Correspondingly, the ongoing Russia-Ukraine conflict has fueled the sky-tall uptrend of the black liquid.
In the latest development, Russian troops attacked the Zaporizhzhia power plant in Ukraine, igniting tensions.
Then, the heavy sanctions on Moscow could disrupt shipments from Russia, the world’s key exporter of crude and oil products.
Subsequently, the trading activity for Russian crude has slowed. Buyers are hesitant to make purchases because of deterrents in the country.
Meanwhile, US President Joe Biden also comes under growing pressure to ban American imports of Russian oil.
On Thursday, oil benchmarks swung in a $10.00 range but settled lower for the first time in four sessions.
Eventually, markets slightly calmed as they focused on the revival of the Iran nuclear deal. They anticipated the potential agreement to boost Iranian oil exports and ease tight supplies.
Moreover, traders expect additional oil supplies from the coordinated release of 60.00 million barrels of reserves by developed nations.

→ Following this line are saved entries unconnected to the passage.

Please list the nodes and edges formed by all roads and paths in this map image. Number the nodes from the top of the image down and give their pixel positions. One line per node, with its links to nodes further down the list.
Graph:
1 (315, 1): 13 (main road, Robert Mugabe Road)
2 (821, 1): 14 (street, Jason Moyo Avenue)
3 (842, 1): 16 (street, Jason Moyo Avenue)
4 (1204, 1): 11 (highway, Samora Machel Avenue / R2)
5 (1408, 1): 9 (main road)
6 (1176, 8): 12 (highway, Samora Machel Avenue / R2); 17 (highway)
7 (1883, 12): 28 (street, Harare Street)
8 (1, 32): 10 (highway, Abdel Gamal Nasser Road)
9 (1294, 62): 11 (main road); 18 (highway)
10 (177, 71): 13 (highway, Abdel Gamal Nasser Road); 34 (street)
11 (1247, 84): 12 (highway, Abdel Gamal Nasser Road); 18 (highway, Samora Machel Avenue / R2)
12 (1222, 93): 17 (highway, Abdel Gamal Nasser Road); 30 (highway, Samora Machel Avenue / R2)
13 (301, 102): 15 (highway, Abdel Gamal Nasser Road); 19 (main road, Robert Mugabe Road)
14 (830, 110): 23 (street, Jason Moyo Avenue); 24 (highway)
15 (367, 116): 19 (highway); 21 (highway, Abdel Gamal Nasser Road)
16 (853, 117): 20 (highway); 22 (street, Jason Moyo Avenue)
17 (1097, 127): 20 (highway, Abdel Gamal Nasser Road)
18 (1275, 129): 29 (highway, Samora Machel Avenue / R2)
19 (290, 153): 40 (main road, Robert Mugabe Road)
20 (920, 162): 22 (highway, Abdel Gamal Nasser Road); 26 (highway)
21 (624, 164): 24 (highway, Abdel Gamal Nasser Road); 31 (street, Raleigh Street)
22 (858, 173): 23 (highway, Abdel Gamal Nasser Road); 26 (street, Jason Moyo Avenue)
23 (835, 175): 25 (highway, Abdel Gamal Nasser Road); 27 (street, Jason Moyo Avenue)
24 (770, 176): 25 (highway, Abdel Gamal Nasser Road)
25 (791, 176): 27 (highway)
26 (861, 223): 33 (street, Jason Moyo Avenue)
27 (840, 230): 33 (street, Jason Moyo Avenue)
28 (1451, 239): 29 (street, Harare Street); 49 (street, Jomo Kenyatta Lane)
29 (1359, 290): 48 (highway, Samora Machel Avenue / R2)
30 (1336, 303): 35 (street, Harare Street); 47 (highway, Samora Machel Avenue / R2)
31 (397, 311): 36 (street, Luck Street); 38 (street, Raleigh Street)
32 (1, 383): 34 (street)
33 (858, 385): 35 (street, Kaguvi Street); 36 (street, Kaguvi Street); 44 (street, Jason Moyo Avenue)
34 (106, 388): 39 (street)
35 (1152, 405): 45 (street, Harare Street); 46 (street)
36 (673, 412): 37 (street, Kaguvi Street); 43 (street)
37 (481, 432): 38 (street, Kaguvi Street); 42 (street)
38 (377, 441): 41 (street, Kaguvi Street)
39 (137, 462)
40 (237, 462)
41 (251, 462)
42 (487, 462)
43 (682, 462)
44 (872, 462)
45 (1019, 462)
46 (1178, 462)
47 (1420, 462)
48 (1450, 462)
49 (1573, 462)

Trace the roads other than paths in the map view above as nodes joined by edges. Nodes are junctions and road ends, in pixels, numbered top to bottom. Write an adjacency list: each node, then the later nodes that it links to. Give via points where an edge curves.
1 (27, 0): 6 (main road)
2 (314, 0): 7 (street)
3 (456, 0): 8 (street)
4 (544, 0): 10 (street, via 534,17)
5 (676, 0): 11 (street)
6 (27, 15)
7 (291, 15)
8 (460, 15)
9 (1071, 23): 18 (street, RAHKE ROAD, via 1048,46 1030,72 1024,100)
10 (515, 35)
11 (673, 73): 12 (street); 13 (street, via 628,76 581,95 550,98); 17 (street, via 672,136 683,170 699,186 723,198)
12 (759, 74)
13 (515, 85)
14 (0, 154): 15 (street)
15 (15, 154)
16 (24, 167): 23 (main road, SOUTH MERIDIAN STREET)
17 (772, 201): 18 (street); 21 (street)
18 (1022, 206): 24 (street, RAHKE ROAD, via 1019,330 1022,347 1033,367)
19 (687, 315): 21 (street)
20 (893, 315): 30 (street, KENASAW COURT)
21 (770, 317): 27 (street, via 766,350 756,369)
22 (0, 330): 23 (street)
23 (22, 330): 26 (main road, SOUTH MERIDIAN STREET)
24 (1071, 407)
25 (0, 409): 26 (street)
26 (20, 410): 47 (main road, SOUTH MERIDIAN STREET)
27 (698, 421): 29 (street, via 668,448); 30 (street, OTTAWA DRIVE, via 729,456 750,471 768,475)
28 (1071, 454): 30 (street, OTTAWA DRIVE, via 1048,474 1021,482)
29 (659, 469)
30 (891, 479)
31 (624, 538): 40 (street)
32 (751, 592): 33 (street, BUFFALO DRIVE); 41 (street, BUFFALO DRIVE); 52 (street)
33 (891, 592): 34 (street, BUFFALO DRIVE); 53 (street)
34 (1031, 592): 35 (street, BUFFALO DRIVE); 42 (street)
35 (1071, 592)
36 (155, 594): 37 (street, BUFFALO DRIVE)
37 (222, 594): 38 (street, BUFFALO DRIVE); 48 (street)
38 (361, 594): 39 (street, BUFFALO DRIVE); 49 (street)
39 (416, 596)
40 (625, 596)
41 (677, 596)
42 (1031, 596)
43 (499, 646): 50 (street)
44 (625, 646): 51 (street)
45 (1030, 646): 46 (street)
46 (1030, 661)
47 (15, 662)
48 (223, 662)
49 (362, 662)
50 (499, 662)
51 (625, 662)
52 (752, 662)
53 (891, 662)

In addition, Japan said today that it plans to release 7.50 million barrels of oil, a small fraction of its demand.
US Crude Oil Stocks Dwindle
Meanwhile, the US crude oil stocks skidded in the latest week, driving key storage hubs to multi-year lows.
The low inventory is due to the strong demand for refiners and other users paying higher prices to secure supplies.
The US Energy Information Administration reported that crude oil inventories posted at -2.60 million barrels in the week to February 25.
Meanwhile, analysts expected a 2.70 million-barrel increase. The record significantly declined from the previous result of 413.40 million barrels.
The key delivery point in Oklahoma saw its stock fall by 972,000 to 22.80 million barrels, its lowest since September 2018.
Similarly, the American Petroleum Institute reported a drop of -6.10 million barrels in crude oil inventory levels.
It came in lower than the forecasted 2.79 million and the 5.98 million last week, fuelling oil prices.